Disclosure: YBN: received funding for medical writing.
RH: received funding for medical writing.
GN, MTG: employees of and hold stock/stock options in Biogen.
MM: received honoraria from Biogen, Boehringer Ingelheim, Bayer Healthcare, Merck Serono, Genzyme, Sanofi Aventis, Talecris, Teva, Novartis.
Abstract: EP1632
Type: Poster Sessions
Abstract Category: Therapy - Long-term treatment monitoring
Background: The complex nature of Multiple Sclerosis (MS) creates a need for long term treatment. Despite initial coaching, efficient therapy handling and long term adherence is not guaranteed and adherence barriers may change over time. The objective of this retrospective cohort study was to evaluate the real-life situation for MS patients. Furthermore, the potential benefit of individual coaching is analysed.
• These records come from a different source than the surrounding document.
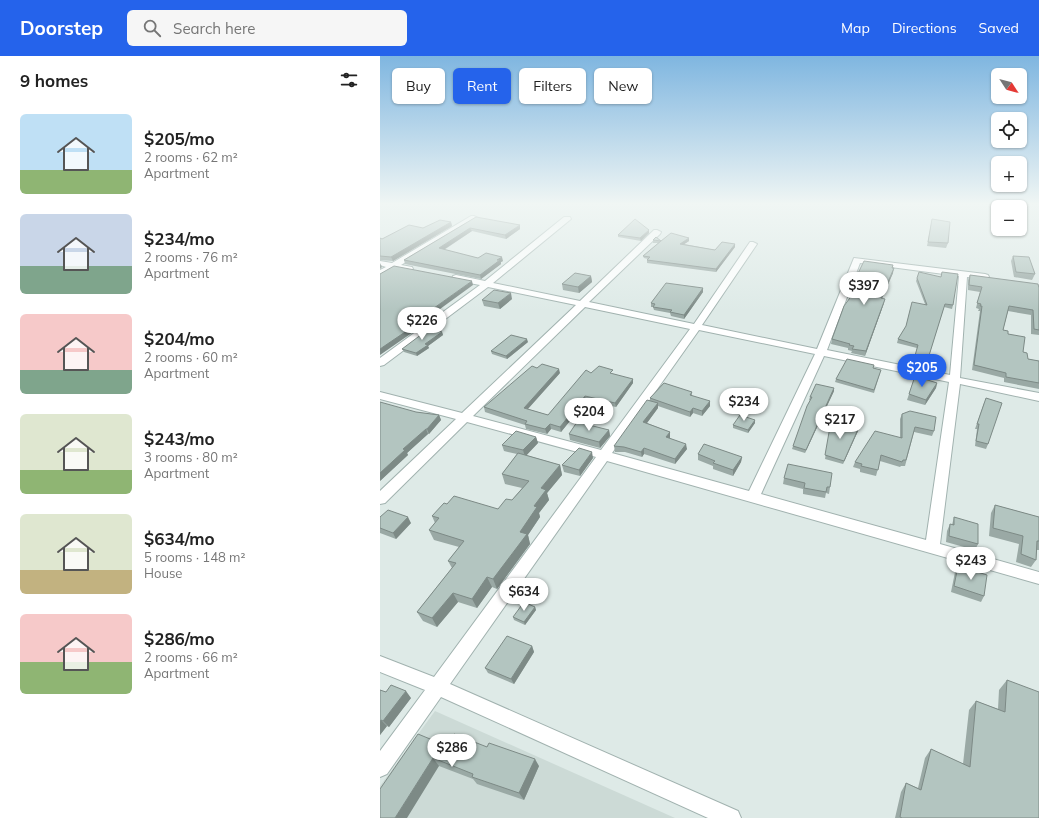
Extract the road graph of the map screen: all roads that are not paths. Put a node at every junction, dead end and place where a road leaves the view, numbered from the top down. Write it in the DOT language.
graph roads {
  1 [pos="436,241"];
  2 [pos="540,241"];
  3 [pos="648,241"];
  4 [pos="753,244"];
  5 [pos="380,263"];
  6 [pos="393,266"];
  7 [pos="422,271"];
  8 [pos="380,274"];
  9 [pos="963,274"];
  10 [pos="444,276"];
  11 [pos="994,278"];
  12 [pos="487,284"];
  13 [pos="582,304"];
  14 [pos="697,326"];
  15 [pos="821,352"];
  16 [pos="380,363"];
  17 [pos="955,379"];
  18 [pos="380,395"];
  19 [pos="1039,397"];
  20 [pos="463,418"];
  21 [pos="603,455"];
  22 [pos="753,497"];
  23 [pos="380,499"];
  24 [pos="932,547"];
  25 [pos="1039,578"];
  26 [pos="380,664"];
  27 [pos="438,687"];
  28 [pos="380,767"];
  29 [pos="732,818"];
  1 -- 6 [label="street"];
  2 -- 12 [label="street"];
  3 -- 13 [label="street"];
  4 -- 14 [label="street"];
  5 -- 6 [label="street"];
  6 -- 7 [label="street"];
  6 -- 8 [label="street"];
  9 -- 11 [label="street"];
  9 -- 15 [label="street"];
  9 -- 17 [label="street"];
  10 -- 12 [label="street"];
  12 -- 13 [label="street"];
  12 -- 16 [label="street"];
  13 -- 14 [label="street"];
  13 -- 20 [label="street"];
  14 -- 15 [label="street"];
  14 -- 21 [label="street"];
  15 -- 17 [label="street"];
  15 -- 22 [label="street"];
  17 -- 19 [label="street"];
  17 -- 24 [label="street"];
  18 -- 20 [label="street"];
  20 -- 21 [label="street"];
  20 -- 23 [label="street"];
  21 -- 22 [label="street"];
  21 -- 27 [label="street"];
  22 -- 24 [label="street"];
  24 -- 25 [label="street"];
  26 -- 27 [label="street"];
  27 -- 28 [label="street"];
  27 -- 29 [label="street"];
}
Methods: From February and September 2014 delayed-release dimethyl fumarate (DMF) and Peginterferon beta-1a (PEG) patients were recruited to the patient support program (PSP). All patients signed a written consent form. Contents and coaching frequency were adapted according to side effects as well as challenges and patient needs. Patients were stratified pursuant to individual adherence risks at therapy start and after each year of coaching.
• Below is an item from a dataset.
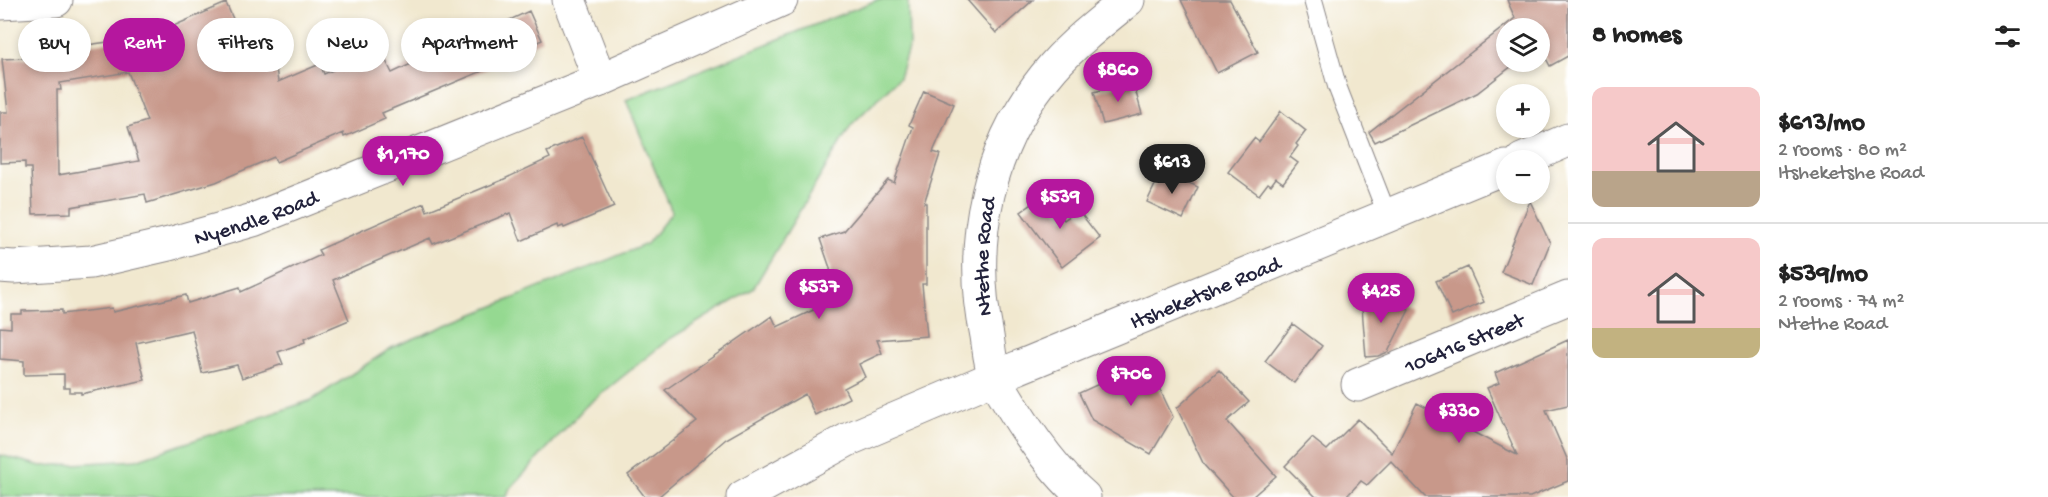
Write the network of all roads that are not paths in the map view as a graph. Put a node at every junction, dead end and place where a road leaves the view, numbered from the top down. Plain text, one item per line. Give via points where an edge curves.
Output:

Results: As of March 2018, 16996 patients have been recruited. Data for 9226 and 6081 MS patients including 3036 and 2554 dropouts could be analysed for DMF and PEG, respectively. Overall, gastrointestinal issues (GI) (23.9%) followed by changes of blood counts (18%) and ongoing disease activity (ODA) (16.8%) for DMF and flu-like symptoms (FLS) (36.6%) followed by ODA (15.9%) and injection site reactions (ISR) (13.3%) for PEG were reported as the most frequent dropout reasons of the discontinuers. After one year of individualized patient coaching changes in blood counts (29%) and ODA (22%) became the main discontinuation reasons for patients on DMF; no change to the main dropout reasons for PEG, though share of FLS was reduced, were observed. Evaluation of adherence risks after one year of individualized coaching showed a shift to the lower adherence subgroups for DMF and PEG. Time to therapy discontinuation was differentiated for more intensively and less intensively coached patients. Overall, 18.4%, 25% and 27.5% of more intensively coached DMF patients stopped therapy after 12, 24 and 36 months compared to 26.1%, 33.3% and 38.1%, respectively. PEG therapy discontinuation after 24 and 36 months was reduced for more intensively coached patients by 11.2% and 8% to 30.8% and 41.8%, respectively compared to the less intensively coached group.
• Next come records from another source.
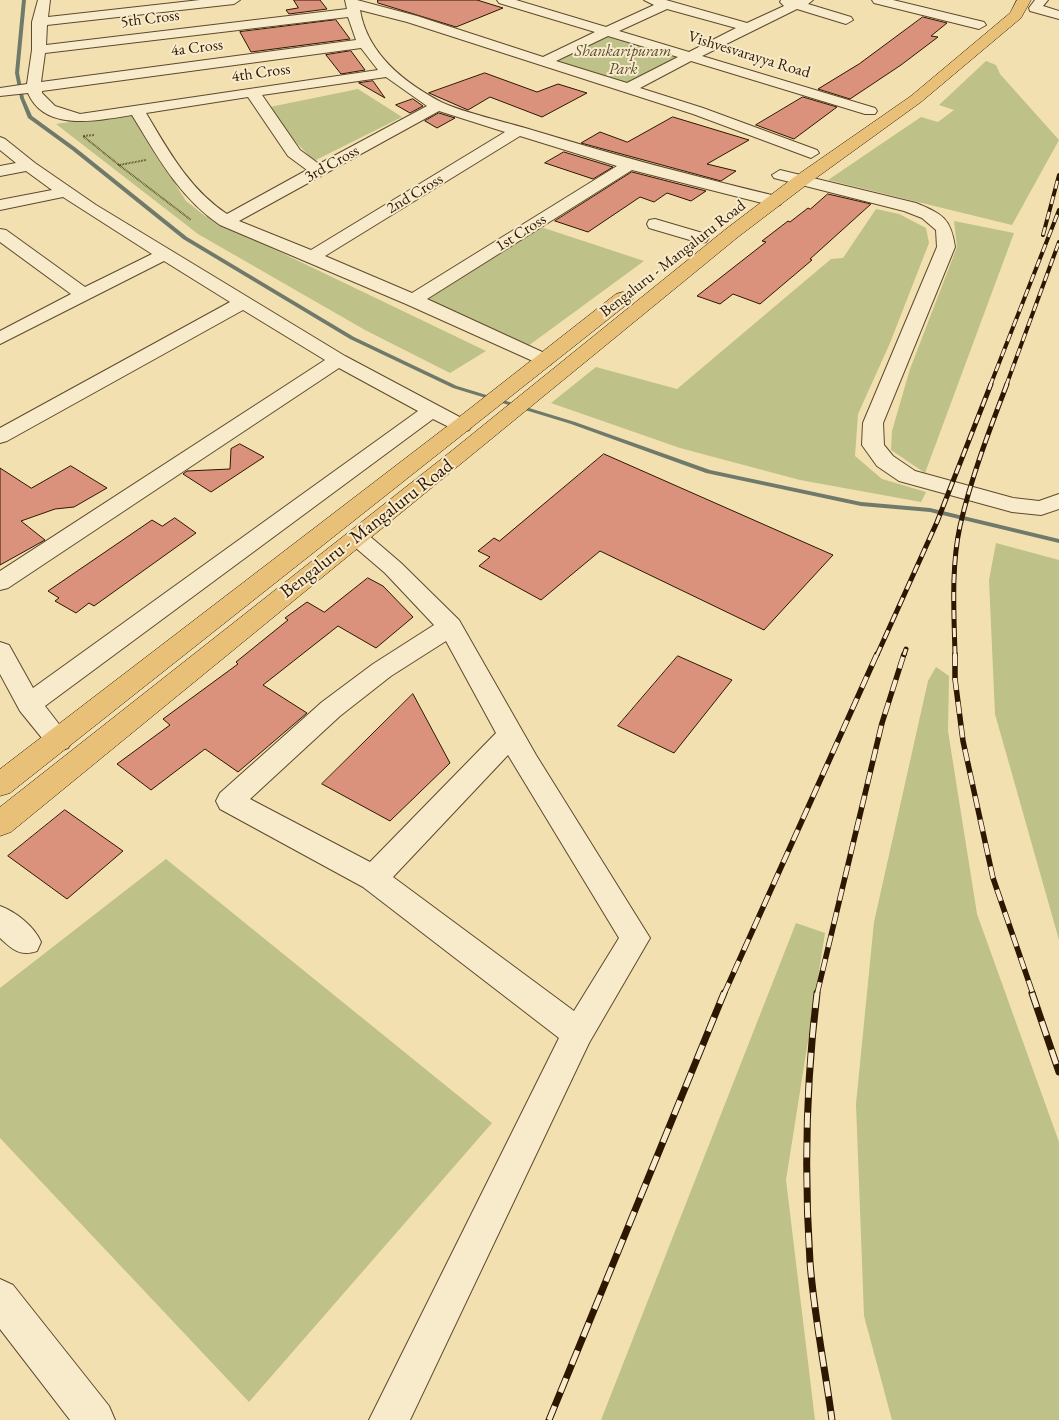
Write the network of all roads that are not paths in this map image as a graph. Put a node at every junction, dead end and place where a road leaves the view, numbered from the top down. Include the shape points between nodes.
1 (44, 0) edge
2 (234, 0) edge
3 (503, 0) edge
4 (650, 0) edge
5 (780, 0) edge
6 (878, 0) edge
7 (1024, 0) edge
8 (1042, 0) edge
9 (802, 2) edge
10 (666, 4) junction
11 (352, 6) edge
12 (1059, 15) edge
13 (846, 20) dead end
14 (984, 21) joint
15 (39, 22) junction
16 (748, 27) junction
17 (608, 31) junction
18 (965, 37) dead end
19 (365, 43) junction
20 (39, 50) junction
21 (692, 56) junction
22 (542, 62) junction
23 (390, 72) junction
24 (821, 84) dead end
25 (31, 87) junction
26 (627, 89) junction
27 (0, 92) edge
28 (252, 92) junction
29 (808, 92) junction
30 (885, 100) dead end
31 (438, 106) junction
32 (136, 110) junction
33 (870, 111) junction
34 (890, 118) junction
35 (855, 122) dead end
36 (517, 132) junction
37 (0, 142) edge
38 (826, 142) dead end
39 (811, 152) junction
40 (630, 164) junction
41 (29, 166) junction
42 (0, 171) edge
43 (318, 171) junction
44 (780, 175) junction
45 (802, 180) junction
46 (65, 192) junction
47 (753, 196) junction
48 (774, 201) junction
49 (0, 206) edge
50 (226, 221) junction
51 (655, 224) dead end
52 (0, 234) edge
53 (700, 238) junction
54 (165, 254) junction
55 (312, 257) junction
56 (84, 295) junction
57 (413, 300) junction
58 (243, 302) junction
59 (5, 330) edge
60 (338, 360) junction
61 (544, 360) junction
62 (432, 410) junction
63 (479, 425) junction
64 (0, 437) edge
65 (1053, 507) edge
66 (358, 538) junction
67 (0, 582) edge
68 (450, 626) junction
69 (0, 651) edge
70 (29, 704) junction
71 (511, 735) junction
72 (60, 741) junction
73 (82, 758) junction
74 (0, 785) edge
75 (0, 824) edge
76 (373, 878) junction
77 (0, 919) edge
78 (26, 942) dead end
79 (578, 1033) junction
80 (0, 1298) edge
81 (95, 1420) edge
82 (389, 1420) edge

1 - 15 street
2 - 15 street
3 - 17 street, Vishvesvarayya Road
4 - 10 street
5 - 9 street
6 - 14 street
7 - 34 main road, Bengaluru - Mangaluru Road via 1016,14 982,44
8 - 12 street via 1035,8
9 - 13 street
9 - 16 street
10 - 16 street
10 - 17 street
11 - 19 street via 357,28
11 - 20 street, 5th Cross
11 - 22 street via 412,19
14 - 18 main road
15 - 20 street
16 - 21 street
17 - 21 street, Vishvesvarayya Road
17 - 22 street
19 - 23 street via 374,58
19 - 25 street, 4a Cross
20 - 25 street
21 - 26 street
21 - 29 street, Vishvesvarayya Road
22 - 26 street
23 - 28 street, 4th Cross
23 - 31 street via 411,90
24 - 29 street
25 - 27 street, 4a Cross
25 - 32 street, 4th Cross via 51,111 80,118
26 - 39 street
28 - 32 street, 4th Cross
28 - 43 street via 294,152
29 - 33 street, Vishvesvarayya Road
30 - 33 main road
31 - 36 street
31 - 43 street, 3rd Cross
32 - 50 street via 189,192 208,211
33 - 34 main road
33 - 35 main road
34 - 45 main road, Bengaluru - Mangaluru Road
36 - 40 street
36 - 55 street, 2nd Cross
37 - 41 street
38 - 39 main road, Bengaluru - Mangaluru Road
39 - 44 main road, Bengaluru - Mangaluru Road
40 - 47 street
40 - 57 street, 1st Cross
41 - 42 street
41 - 46 street
43 - 50 street, 3rd Cross
44 - 45 street
44 - 47 main road, Bengaluru - Mangaluru Road
45 - 48 main road, Bengaluru - Mangaluru Road
45 - 65 street via 910,206 928,214 944,228 946,247 873,423 873,445 886,461 907,476 1012,505
46 - 49 street
46 - 54 street
47 - 48 street
47 - 53 main road, Bengaluru - Mangaluru Road
48 - 63 main road, Bengaluru - Mangaluru Road via 547,384
50 - 55 street
51 - 53 street
52 - 56 street
53 - 61 main road, Bengaluru - Mangaluru Road
54 - 56 street
54 - 58 street
55 - 57 street
56 - 59 street
57 - 61 street
58 - 60 street
58 - 64 street
60 - 62 street
60 - 67 street
61 - 63 main road, Bengaluru - Mangaluru Road
62 - 63 street
62 - 70 street
63 - 66 main road, Bengaluru - Mangaluru Road
63 - 72 main road, Bengaluru - Mangaluru Road
66 - 68 street via 393,568
66 - 73 main road, Bengaluru - Mangaluru Road
68 - 71 street
68 - 76 street via 382,670 331,709 230,801
69 - 70 street
70 - 72 street
71 - 76 street
71 - 79 street via 635,938
72 - 73 main road
72 - 74 main road, Bengaluru - Mangaluru Road
73 - 75 main road, Bengaluru - Mangaluru Road
76 - 79 street
77 - 78 street
79 - 82 street
80 - 81 street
Conclusion: GI for DMF as well as ISR and FLS for PEG can be efficiently addressed by intensively individualized coaching and side effect mitigation strategies. Individualized coaching may be a suitable tool to reduce adherence barriers and to promote treatment satisfaction.
Disclosure: YBN: received funding for medical writing.
RH: received funding for medical writing.
GN, MTG: employees of and hold stock/stock options in Biogen.
MM: received honoraria from Biogen, Boehringer Ingelheim, Bayer Healthcare, Merck Serono, Genzyme, Sanofi Aventis, Talecris, Teva, Novartis.